[Collected data]
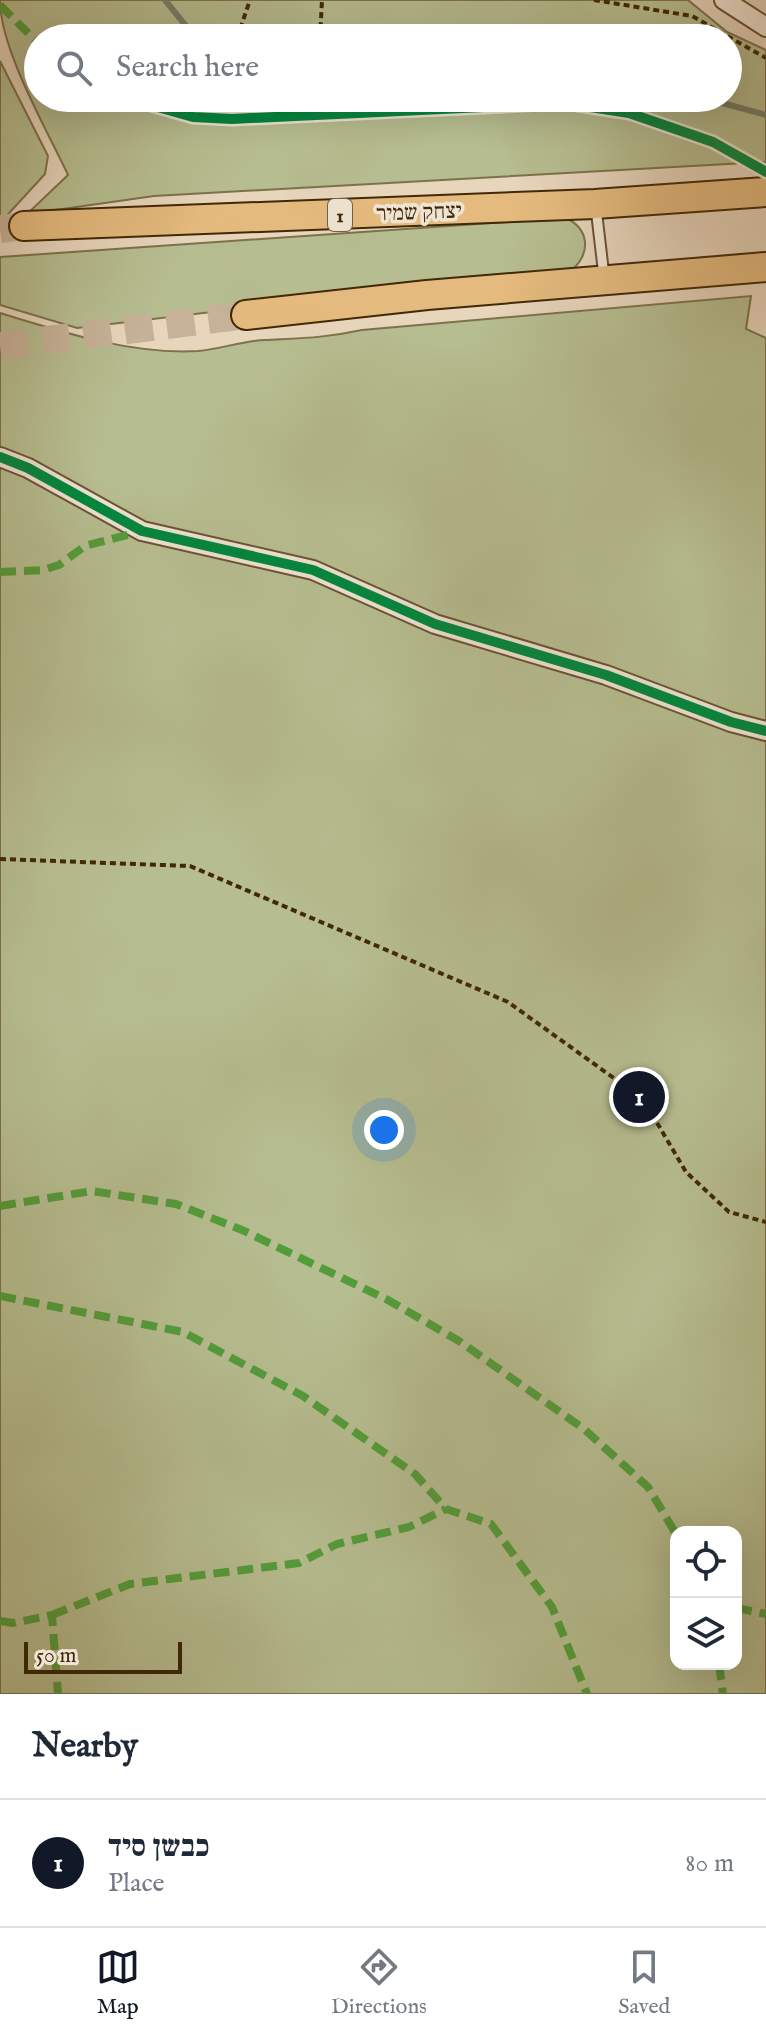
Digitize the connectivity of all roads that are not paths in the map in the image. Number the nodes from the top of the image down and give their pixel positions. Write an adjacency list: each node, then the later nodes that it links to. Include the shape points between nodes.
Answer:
1 (724, 0): 2 (street)
2 (766, 27)
3 (766, 192): 4 (highway, יצחק שמיר / 1)
4 (595, 204): 5 (highway, יצחק שמיר / 1); 7 (lane)
5 (24, 226)
6 (766, 267): 7 (highway)
7 (604, 280): 8 (highway)
8 (246, 315)
9 (0, 457): 10 (street, via 142,531 313,570 435,624 606,675)
10 (766, 731)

_TO DO_:
Copy the data above word for word. Pictures stay out.

_ANSWER TO THIS PROBLEM_:
Digitize the connectivity of all roads that are not paths in the map in the image. Number the nodes from the top of the image down and give their pixel positions. Write an adjacency list: each node, then the later nodes that it links to. Include the shape points between nodes.
Answer:
1 (724, 0): 2 (street)
2 (766, 27)
3 (766, 192): 4 (highway, יצחק שמיר / 1)
4 (595, 204): 5 (highway, יצחק שמיר / 1); 7 (lane)
5 (24, 226)
6 (766, 267): 7 (highway)
7 (604, 280): 8 (highway)
8 (246, 315)
9 (0, 457): 10 (street, via 142,531 313,570 435,624 606,675)
10 (766, 731)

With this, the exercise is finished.